La signoria di Giovanni II durò 46 anni che furono anni di generale equilibrio tra gli stati italiani e stabilì buone relazioni con gli Sforza di Milano che erano subentrati ai Visconti. La città, ancora legata ad una tradizione gotica si aprì al Rinascimento non solo nell'arte ma anche sotto ogni altro aspetto culturale e sociale. Vennero aperte, in quel periodo, piazza Calderini, le Volte dei Pollaioli, gli slarghi antistanti San Salvatore e San Martino. Inoltre vennero restaurati e abbelliti il Palazzo del Podestà, il Palazzo Pubblico (oggi sede della Biblioteca Sala Borsa) e il carrobbio di Porta Ravegnana e venne costruita la residenza di Sante Bentivoglio a partire dal 1460. La sua devastazione nel 1507 lasciò, nei pressi dell'attuale via Zamboni, un cumulo di macerie che venne denominato il guasto dei Bentivoglio (Giardini del Guasto nei pressi del Teatro Comunale).
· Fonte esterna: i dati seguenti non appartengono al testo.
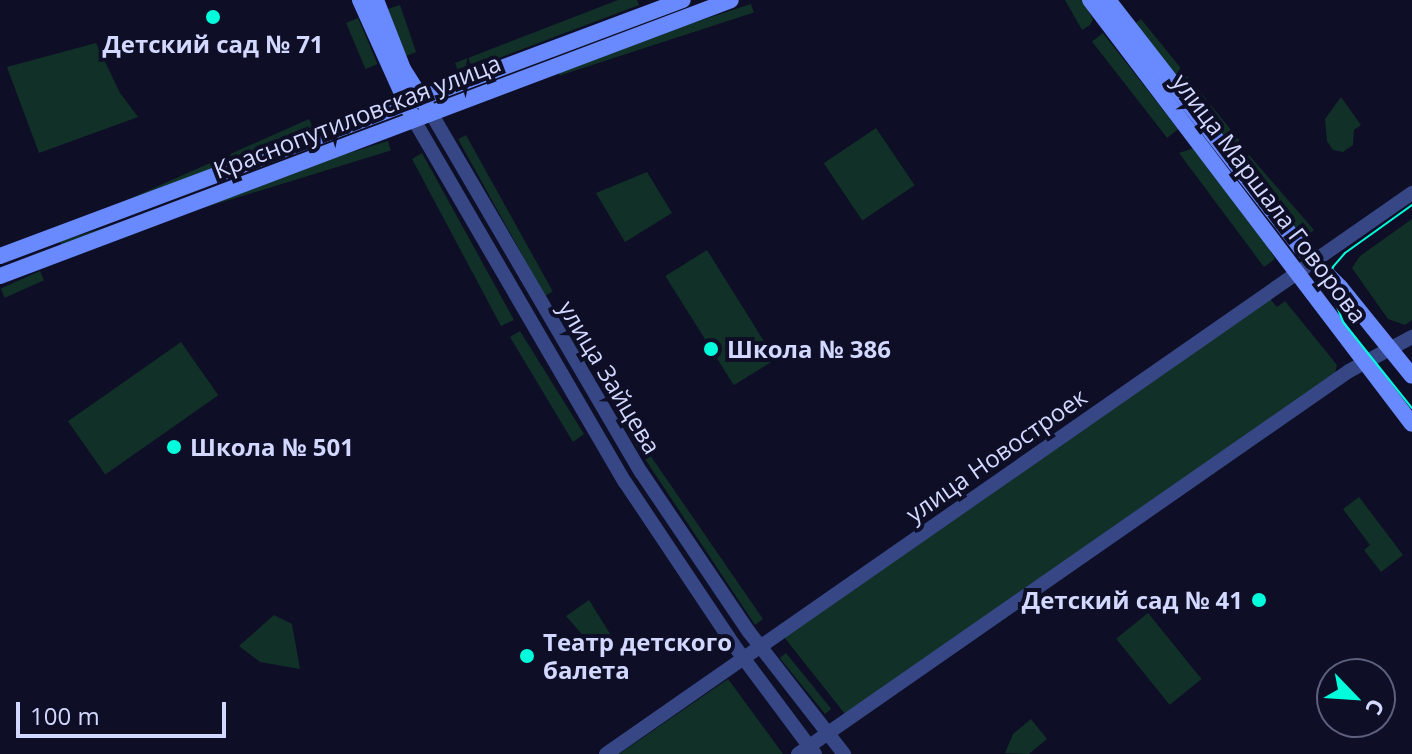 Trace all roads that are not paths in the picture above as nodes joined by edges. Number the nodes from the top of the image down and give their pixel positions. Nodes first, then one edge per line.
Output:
1 (360, 0) edge
2 (376, 0) edge
3 (683, 0) edge
4 (731, 0) edge
5 (1090, 0) edge
6 (1108, 0) edge
7 (414, 102) junction
8 (431, 113) junction
9 (414, 120) junction
10 (1412, 193) edge
11 (0, 256) edge
12 (1315, 260) junction
13 (1297, 272) junction
14 (0, 276) edge
15 (1412, 337) edge
16 (1392, 349) junction
17 (1363, 363) junction
18 (1412, 376) edge
19 (1412, 424) edge
20 (760, 647) junction
21 (744, 658) junction
22 (828, 734) junction
23 (807, 751) edge
24 (606, 754) edge
25 (844, 754) edge

1 - 7 main road, улица Зайцева
2 - 7 main road, улица Зайцева
3 - 7 main road, Краснопутиловская улица
4 - 8 main road, Краснопутиловская улица
5 - 13 main road, улица Маршала Говорова
6 - 12 main road, улица Маршала Говорова
7 - 8 main road, улица Зайцева
7 - 9 main road, улица Зайцева
7 - 11 main road, Краснопутиловская улица
8 - 9 main road, Краснопутиловская улица
8 - 20 street, улица Зайцева
9 - 14 main road, Краснопутиловская улица
9 - 21 street, улица Зайцева
10 - 12 street, улица Новостроек
12 - 13 street, улица Новостроек
12 - 16 main road, улица Маршала Говорова
13 - 17 main road, улица Маршала Говорова
13 - 20 street, улица Новостроек
15 - 16 street
16 - 17 street
16 - 18 main road, улица Маршала Говорова
17 - 19 main road, улица Маршала Говорова
17 - 22 street
20 - 21 street, улица Новостроек
20 - 22 street, улица Зайцева
21 - 23 street, улица Зайцева
21 - 24 street, улица Новостроек
22 - 23 street
22 - 25 street, улица Зайцева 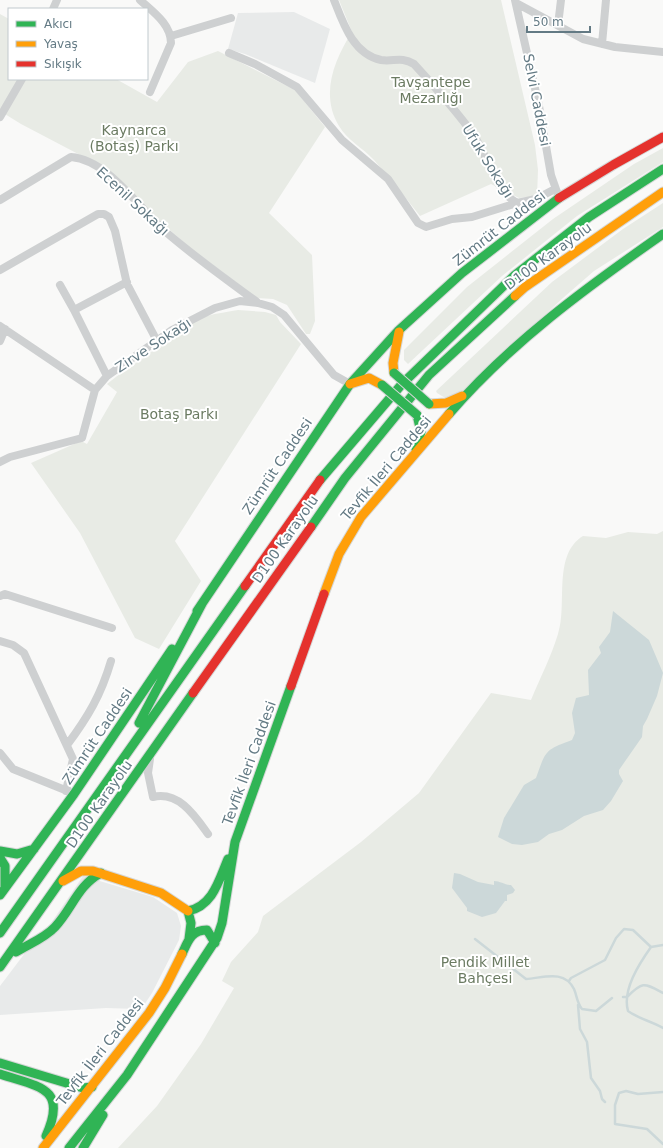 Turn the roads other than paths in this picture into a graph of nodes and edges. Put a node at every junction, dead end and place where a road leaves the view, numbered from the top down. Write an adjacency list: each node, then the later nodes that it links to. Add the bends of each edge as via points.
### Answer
1 (140, 0): 8 (street, via 168,28)
2 (334, 0): 21 (street, Ufuk Sokağı, via 346,30 354,42 371,56 381,60 406,59 429,80 475,136 498,182 511,200)
3 (561, 0): 7 (street)
4 (606, 0): 9 (street)
5 (516, 1): 7 (street); 17 (street, Selvi Caddesi)
6 (230, 18): 8 (street)
7 (558, 26): 9 (street, via 583,39)
8 (171, 36): 13 (street, via 171,43)
9 (602, 44): 10 (street, via 630,50)
10 (663, 52)
11 (229, 53): 21 (street, via 297,87 342,140 388,179 418,223 426,227 452,219 472,217)
12 (21, 80): 14 (street)
13 (150, 92)
14 (0, 117)
15 (663, 137): 19 (main road, Zümrüt Caddesi)
16 (663, 169): 48 (main road, D100 Karayolu, via 589,217 515,275 402,384 324,474)
17 (555, 189): 19 (street, Selvi Caddesi); 21 (street, Ufuk Sokağı, via 536,199)
18 (663, 192): 47 (main road, D100 Karayolu, via 525,287 429,375 345,478)
19 (560, 198): 31 (main road, Zümrüt Caddesi, via 462,273)
20 (0, 200): 28 (street, Ecenil Sokağı, via 70,157 79,158 107,174 166,232)
21 (517, 203)
22 (663, 234): 23 (main road, Tevfik İleri Caddesi)
23 (652, 242): 24 (main road); 37 (main road, Tevfik İleri Caddesi, via 555,313)
24 (663, 242)
25 (0, 270): 26 (street, via 98,214 104,214 109,217 115,232)
26 (127, 282): 29 (street); 33 (street)
27 (60, 285): 29 (street)
28 (258, 303): 33 (street, Zirve Sokağı, via 240,301 215,308 172,330); 35 (street, Zirve Sokağı, via 272,307 284,315 334,375)
29 (74, 310): 34 (street)
30 (3, 328): 32 (street); 36 (street)
31 (399, 330): 35 (main road, Zümrüt Caddesi); 37 (main road, bridge, via 393,363 394,373 428,404 442,405 452,402)
32 (0, 341)
33 (157, 341): 34 (street, Zirve Sokağı)
34 (107, 376): 36 (street, Zirve Sokağı)
35 (350, 384): 38 (main road, bridge, via 369,378 382,385 417,415 422,435); 41 (main road, Zümrüt Caddesi)
36 (95, 390): 39 (street, via 82,438)
37 (470, 390): 38 (main road, Tevfik İleri Caddesi)
38 (413, 456): 51 (main road, Tevfik İleri Caddesi, via 361,517 339,554)
39 (0, 462)
40 (0, 596): 42 (street, via 5,594)
41 (203, 602): 48 (main road); 49 (main road, Zümrüt Caddesi)
42 (112, 628)
43 (0, 640): 45 (street, via 24,653)
44 (111, 661): 45 (street, via 104,686 94,707)
45 (67, 745): 49 (street, via 73,759)
46 (0, 753): 49 (street, via 13,770)
47 (151, 754): 50 (street, via 148,773 153,797 177,800 188,808); 56 (main road, D100 Karayolu)
48 (106, 784): 59 (main road, D100 Karayolu)
49 (70, 792): 52 (main road, Zümrüt Caddesi)
50 (208, 834)
51 (235, 842): 58 (main road, via 211,897 200,908); 61 (main road, Tevfik İleri Caddesi, via 222,923)
52 (34, 849): 53 (main road, via 17,854); 57 (main road, Zümrüt Caddesi)
53 (0, 851)
54 (0, 858): 57 (main road, via 5,866)
55 (101, 873): 56 (main road, via 81,871); 58 (main road, via 161,893); 62 (main road, via 92,876 84,885 55,927)
56 (61, 882): 62 (main road, D100 Karayolu)
57 (3, 891)
58 (188, 911): 60 (main road, via 191,924)
59 (0, 933)
60 (189, 940): 61 (main road, Tevfik İleri Caddesi, via 195,931 202,929 211,934); 67 (main road, Tevfik İleri Caddesi, via 157,1002)
61 (215, 943): 66 (main road, Tevfik İleri Caddesi)
62 (7, 958): 63 (main road, D100 Karayolu)
63 (0, 967)
64 (0, 1063): 67 (main road, via 83,1088)
65 (0, 1074): 68 (main road, via 44,1089 53,1097 56,1109 54,1118)
66 (127, 1075): 70 (main road, Tevfik İleri Caddesi); 71 (main road)
67 (92, 1087): 69 (main road, Tevfik İleri Caddesi)
68 (37, 1148)
69 (42, 1148)
70 (69, 1148)
71 (83, 1148)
L'annessione allo Stato pontificio e il Rinascimento

All'inizio del XVI secolo, quando un accordo stipulato dal Papa Giulio II con Luigi XII re di Francia provocò l'allontanamento dalla città e il successivo esilio di Giovanni II Bentivoglio, si aprì per Bologna una lunga fase di stasi politica in cui la Chiesa rimase per tre secoli padrona incontrastata della città reggendo un sistema congiunto di monarchia e di oligarchia aristocratica con un senato di 40 membri.

Gli unici avvenimenti di portata storica rilevante di quel tempo accaddero il 24 febbraio 1530 nella Basilica di San Petronio dove Carlo V venne incoronato imperatore per mano del papa Clemente VII e nell 1547 in cui ci fu la traslazione a Bologna del Concilio di Trento per la durata di qualche mese. Internamente invece si videro ripetuti scontri tra Senato e potere papale e nel 1585 Papa Sisto V fece giustiziare il senatore Giovanni Pepoli dando una lezione alla riottosa nobiltà bolognese e allargando il senato a cinquanta membri.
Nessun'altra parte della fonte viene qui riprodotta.